The problem: Produce a word-for-word copy of the data that follows, excluding images.
___ The input
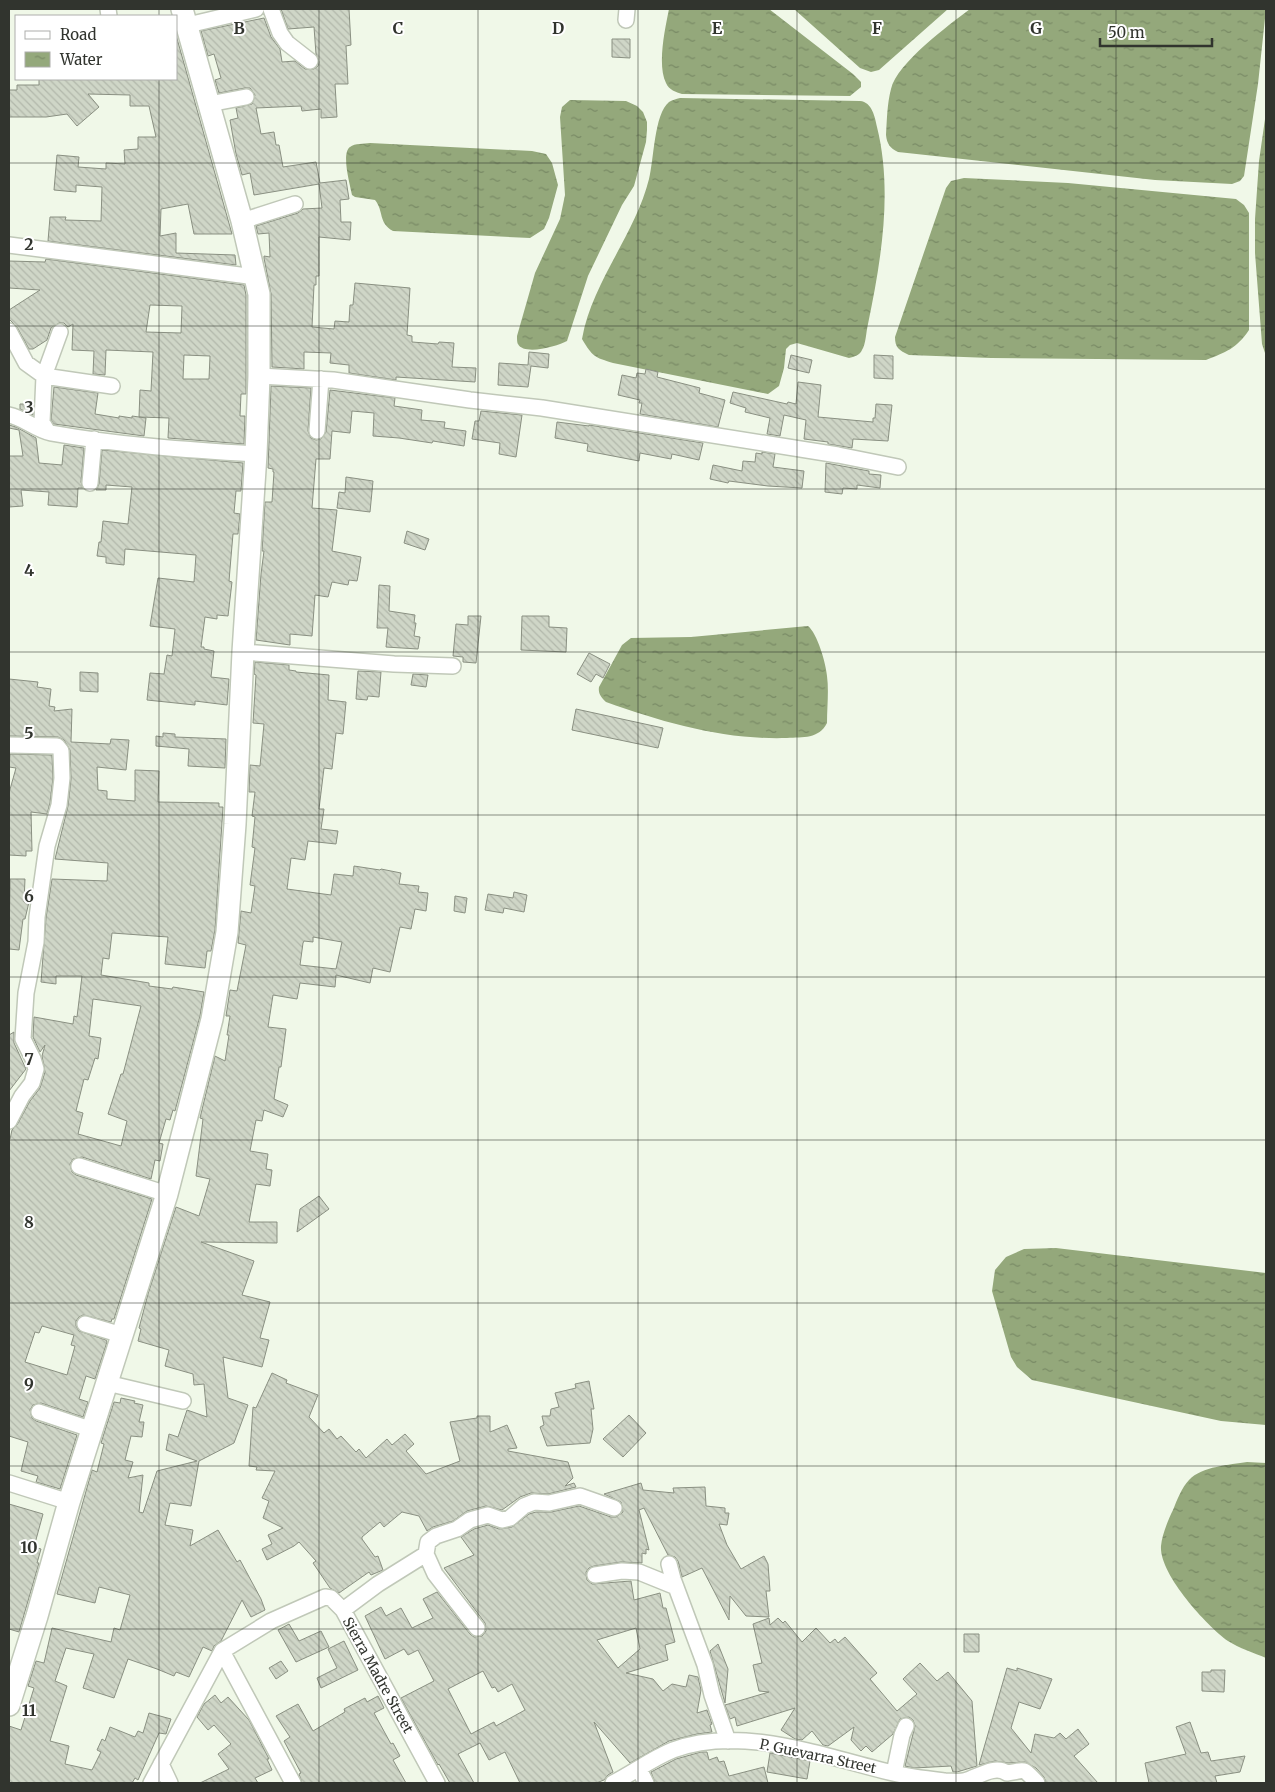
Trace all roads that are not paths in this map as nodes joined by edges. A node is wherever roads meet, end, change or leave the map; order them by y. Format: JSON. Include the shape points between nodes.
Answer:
{"nodes":[{"id":1,"x":256,"y":9,"type":"edge"},
{"id":2,"x":271,"y":9,"type":"edge"},
{"id":3,"x":185,"y":17,"type":"edge"},
{"id":4,"x":310,"y":61,"type":"dead end"},
{"id":5,"x":246,"y":97,"type":"dead end"},
{"id":6,"x":209,"y":104,"type":"junction"},
{"id":7,"x":295,"y":204,"type":"dead end"},
{"id":8,"x":242,"y":221,"type":"junction"},
{"id":9,"x":9,"y":245,"type":"edge"},
{"id":10,"x":256,"y":277,"type":"junction"},
{"id":11,"x":9,"y":331,"type":"edge"},
{"id":12,"x":60,"y":332,"type":"dead end"},
{"id":13,"x":44,"y":376,"type":"junction"},
{"id":14,"x":259,"y":376,"type":"junction"},
{"id":15,"x":322,"y":379,"type":"junction"},
{"id":16,"x":112,"y":386,"type":"dead end"},
{"id":17,"x":9,"y":415,"type":"edge"},
{"id":18,"x":317,"y":431,"type":"dead end"},
{"id":19,"x":48,"y":432,"type":"junction"},
{"id":20,"x":94,"y":439,"type":"junction"},
{"id":21,"x":256,"y":454,"type":"junction"},
{"id":22,"x":898,"y":467,"type":"dead end"},
{"id":23,"x":90,"y":483,"type":"dead end"},
{"id":24,"x":242,"y":652,"type":"junction"},
{"id":25,"x":453,"y":666,"type":"dead end"},
{"id":26,"x":9,"y":745,"type":"edge"},
{"id":27,"x":9,"y":1121,"type":"edge"},
{"id":28,"x":79,"y":1166,"type":"dead end"},
{"id":29,"x":167,"y":1194,"type":"junction"},
{"id":30,"x":85,"y":1324,"type":"dead end"},
{"id":31,"x":122,"y":1335,"type":"junction"},
{"id":32,"x":108,"y":1383,"type":"junction"},
{"id":33,"x":183,"y":1401,"type":"dead end"},
{"id":34,"x":39,"y":1412,"type":"dead end"},
{"id":35,"x":93,"y":1430,"type":"junction"},
{"id":36,"x":9,"y":1483,"type":"edge"},
{"id":37,"x":69,"y":1502,"type":"junction"},
{"id":38,"x":614,"y":1508,"type":"dead end"},
{"id":39,"x":426,"y":1554,"type":"junction"},
{"id":40,"x":669,"y":1564,"type":"dead end"},
{"id":41,"x":595,"y":1575,"type":"dead end"},
{"id":42,"x":676,"y":1587,"type":"junction"},
{"id":43,"x":343,"y":1610,"type":"junction"},
{"id":44,"x":478,"y":1628,"type":"dead end"},
{"id":45,"x":222,"y":1651,"type":"junction"},
{"id":46,"x":10,"y":1694,"type":"edge"},
{"id":47,"x":906,"y":1726,"type":"dead end"},
{"id":48,"x":728,"y":1741,"type":"junction"},
{"id":49,"x":161,"y":1764,"type":"junction"},
{"id":50,"x":639,"y":1769,"type":"junction"},
{"id":51,"x":894,"y":1773,"type":"junction"},
{"id":52,"x":913,"y":1780,"type":"edge"},
{"id":53,"x":151,"y":1783,"type":"edge"},
{"id":54,"x":170,"y":1783,"type":"edge"},
{"id":55,"x":293,"y":1783,"type":"edge"},
{"id":56,"x":437,"y":1783,"type":"edge"},
{"id":57,"x":613,"y":1783,"type":"edge"},
{"id":58,"x":646,"y":1783,"type":"edge"},
{"id":59,"x":958,"y":1783,"type":"edge"},
{"id":60,"x":1037,"y":1783,"type":"edge"}],
"edges":[{"from":1,"to":3,"type":"street"},
{"from":2,"to":4,"type":"street","via":[[287,43]]},
{"from":3,"to":6,"type":"street"},
{"from":5,"to":6,"type":"street"},
{"from":6,"to":8,"type":"street"},
{"from":7,"to":8,"type":"street"},
{"from":8,"to":10,"type":"street"},
{"from":9,"to":10,"type":"street"},
{"from":10,"to":14,"type":"street"},
{"from":11,"to":13,"type":"street","via":[[26,363]]},
{"from":12,"to":13,"type":"street"},
{"from":13,"to":16,"type":"street"},
{"from":13,"to":19,"type":"street","via":[[42,422]]},
{"from":14,"to":15,"type":"street"},
{"from":14,"to":21,"type":"street"},
{"from":15,"to":18,"type":"street"},
{"from":15,"to":22,"type":"street","via":[[551,409]]},
{"from":17,"to":19,"type":"street"},
{"from":19,"to":20,"type":"street"},
{"from":20,"to":21,"type":"street"},
{"from":20,"to":23,"type":"street"},
{"from":21,"to":24,"type":"street"},
{"from":24,"to":25,"type":"street"},
{"from":24,"to":29,"type":"street","via":[[227,932],[212,1019]]},
{"from":26,"to":27,"type":"street","via":[[58,746],[62,778],[59,805],[47,846],[36,942],[26,992],[23,1039],[36,1069],[32,1083]]},
{"from":28,"to":29,"type":"street"},
{"from":29,"to":31,"type":"street"},
{"from":30,"to":31,"type":"street"},
{"from":31,"to":32,"type":"street"},
{"from":32,"to":33,"type":"street"},
{"from":32,"to":35,"type":"street"},
{"from":34,"to":35,"type":"street"},
{"from":35,"to":37,"type":"street"},
{"from":36,"to":37,"type":"street"},
{"from":37,"to":46,"type":"street","via":[[37,1616]]},
{"from":38,"to":39,"type":"street","via":[[580,1496],[550,1503],[534,1502],[510,1518],[502,1520],[488,1515],[436,1536],[428,1542]]},
{"from":39,"to":43,"type":"street"},
{"from":39,"to":44,"type":"street","via":[[435,1574]]},
{"from":40,"to":42,"type":"street"},
{"from":41,"to":42,"type":"street","via":[[639,1572]]},
{"from":42,"to":48,"type":"street","via":[[705,1665]]},
{"from":43,"to":45,"type":"street","name":"Sierra Madre Street","via":[[331,1598],[325,1597],[271,1621]]},
{"from":43,"to":56,"type":"street","name":"Sierra Madre Street"},
{"from":45,"to":49,"type":"street"},
{"from":45,"to":55,"type":"street"},
{"from":47,"to":51,"type":"street"},
{"from":48,"to":50,"type":"street","name":"P. Guevarra Street","via":[[673,1750]]},
{"from":48,"to":51,"type":"street","name":"P. Guevarra Street","via":[[799,1750]]},
{"from":49,"to":53,"type":"street"},
{"from":49,"to":54,"type":"street"},
{"from":50,"to":57,"type":"street","name":"P. Guevarra Street"},
{"from":50,"to":58,"type":"street"},
{"from":51,"to":52,"type":"street","name":"P. Guevarra Street"},
{"from":52,"to":59,"type":"street","name":"P. Guevarra Street"},
{"from":59,"to":60,"type":"street","name":"P. Guevarra Street","via":[[1000,1770],[1007,1773],[1024,1771]]}]}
______
Expected answer:
Trace all roads that are not paths in this map as nodes joined by edges. A node is wherever roads meet, end, change or leave the map; order them by y. Format: JSON. Include the shape points between nodes.
Answer:
{"nodes":[{"id":1,"x":256,"y":9,"type":"edge"},
{"id":2,"x":271,"y":9,"type":"edge"},
{"id":3,"x":185,"y":17,"type":"edge"},
{"id":4,"x":310,"y":61,"type":"dead end"},
{"id":5,"x":246,"y":97,"type":"dead end"},
{"id":6,"x":209,"y":104,"type":"junction"},
{"id":7,"x":295,"y":204,"type":"dead end"},
{"id":8,"x":242,"y":221,"type":"junction"},
{"id":9,"x":9,"y":245,"type":"edge"},
{"id":10,"x":256,"y":277,"type":"junction"},
{"id":11,"x":9,"y":331,"type":"edge"},
{"id":12,"x":60,"y":332,"type":"dead end"},
{"id":13,"x":44,"y":376,"type":"junction"},
{"id":14,"x":259,"y":376,"type":"junction"},
{"id":15,"x":322,"y":379,"type":"junction"},
{"id":16,"x":112,"y":386,"type":"dead end"},
{"id":17,"x":9,"y":415,"type":"edge"},
{"id":18,"x":317,"y":431,"type":"dead end"},
{"id":19,"x":48,"y":432,"type":"junction"},
{"id":20,"x":94,"y":439,"type":"junction"},
{"id":21,"x":256,"y":454,"type":"junction"},
{"id":22,"x":898,"y":467,"type":"dead end"},
{"id":23,"x":90,"y":483,"type":"dead end"},
{"id":24,"x":242,"y":652,"type":"junction"},
{"id":25,"x":453,"y":666,"type":"dead end"},
{"id":26,"x":9,"y":745,"type":"edge"},
{"id":27,"x":9,"y":1121,"type":"edge"},
{"id":28,"x":79,"y":1166,"type":"dead end"},
{"id":29,"x":167,"y":1194,"type":"junction"},
{"id":30,"x":85,"y":1324,"type":"dead end"},
{"id":31,"x":122,"y":1335,"type":"junction"},
{"id":32,"x":108,"y":1383,"type":"junction"},
{"id":33,"x":183,"y":1401,"type":"dead end"},
{"id":34,"x":39,"y":1412,"type":"dead end"},
{"id":35,"x":93,"y":1430,"type":"junction"},
{"id":36,"x":9,"y":1483,"type":"edge"},
{"id":37,"x":69,"y":1502,"type":"junction"},
{"id":38,"x":614,"y":1508,"type":"dead end"},
{"id":39,"x":426,"y":1554,"type":"junction"},
{"id":40,"x":669,"y":1564,"type":"dead end"},
{"id":41,"x":595,"y":1575,"type":"dead end"},
{"id":42,"x":676,"y":1587,"type":"junction"},
{"id":43,"x":343,"y":1610,"type":"junction"},
{"id":44,"x":478,"y":1628,"type":"dead end"},
{"id":45,"x":222,"y":1651,"type":"junction"},
{"id":46,"x":10,"y":1694,"type":"edge"},
{"id":47,"x":906,"y":1726,"type":"dead end"},
{"id":48,"x":728,"y":1741,"type":"junction"},
{"id":49,"x":161,"y":1764,"type":"junction"},
{"id":50,"x":639,"y":1769,"type":"junction"},
{"id":51,"x":894,"y":1773,"type":"junction"},
{"id":52,"x":913,"y":1780,"type":"edge"},
{"id":53,"x":151,"y":1783,"type":"edge"},
{"id":54,"x":170,"y":1783,"type":"edge"},
{"id":55,"x":293,"y":1783,"type":"edge"},
{"id":56,"x":437,"y":1783,"type":"edge"},
{"id":57,"x":613,"y":1783,"type":"edge"},
{"id":58,"x":646,"y":1783,"type":"edge"},
{"id":59,"x":958,"y":1783,"type":"edge"},
{"id":60,"x":1037,"y":1783,"type":"edge"}],
"edges":[{"from":1,"to":3,"type":"street"},
{"from":2,"to":4,"type":"street","via":[[287,43]]},
{"from":3,"to":6,"type":"street"},
{"from":5,"to":6,"type":"street"},
{"from":6,"to":8,"type":"street"},
{"from":7,"to":8,"type":"street"},
{"from":8,"to":10,"type":"street"},
{"from":9,"to":10,"type":"street"},
{"from":10,"to":14,"type":"street"},
{"from":11,"to":13,"type":"street","via":[[26,363]]},
{"from":12,"to":13,"type":"street"},
{"from":13,"to":16,"type":"street"},
{"from":13,"to":19,"type":"street","via":[[42,422]]},
{"from":14,"to":15,"type":"street"},
{"from":14,"to":21,"type":"street"},
{"from":15,"to":18,"type":"street"},
{"from":15,"to":22,"type":"street","via":[[551,409]]},
{"from":17,"to":19,"type":"street"},
{"from":19,"to":20,"type":"street"},
{"from":20,"to":21,"type":"street"},
{"from":20,"to":23,"type":"street"},
{"from":21,"to":24,"type":"street"},
{"from":24,"to":25,"type":"street"},
{"from":24,"to":29,"type":"street","via":[[227,932],[212,1019]]},
{"from":26,"to":27,"type":"street","via":[[58,746],[62,778],[59,805],[47,846],[36,942],[26,992],[23,1039],[36,1069],[32,1083]]},
{"from":28,"to":29,"type":"street"},
{"from":29,"to":31,"type":"street"},
{"from":30,"to":31,"type":"street"},
{"from":31,"to":32,"type":"street"},
{"from":32,"to":33,"type":"street"},
{"from":32,"to":35,"type":"street"},
{"from":34,"to":35,"type":"street"},
{"from":35,"to":37,"type":"street"},
{"from":36,"to":37,"type":"street"},
{"from":37,"to":46,"type":"street","via":[[37,1616]]},
{"from":38,"to":39,"type":"street","via":[[580,1496],[550,1503],[534,1502],[510,1518],[502,1520],[488,1515],[436,1536],[428,1542]]},
{"from":39,"to":43,"type":"street"},
{"from":39,"to":44,"type":"street","via":[[435,1574]]},
{"from":40,"to":42,"type":"street"},
{"from":41,"to":42,"type":"street","via":[[639,1572]]},
{"from":42,"to":48,"type":"street","via":[[705,1665]]},
{"from":43,"to":45,"type":"street","name":"Sierra Madre Street","via":[[331,1598],[325,1597],[271,1621]]},
{"from":43,"to":56,"type":"street","name":"Sierra Madre Street"},
{"from":45,"to":49,"type":"street"},
{"from":45,"to":55,"type":"street"},
{"from":47,"to":51,"type":"street"},
{"from":48,"to":50,"type":"street","name":"P. Guevarra Street","via":[[673,1750]]},
{"from":48,"to":51,"type":"street","name":"P. Guevarra Street","via":[[799,1750]]},
{"from":49,"to":53,"type":"street"},
{"from":49,"to":54,"type":"street"},
{"from":50,"to":57,"type":"street","name":"P. Guevarra Street"},
{"from":50,"to":58,"type":"street"},
{"from":51,"to":52,"type":"street","name":"P. Guevarra Street"},
{"from":52,"to":59,"type":"street","name":"P. Guevarra Street"},
{"from":59,"to":60,"type":"street","name":"P. Guevarra Street","via":[[1000,1770],[1007,1773],[1024,1771]]}]}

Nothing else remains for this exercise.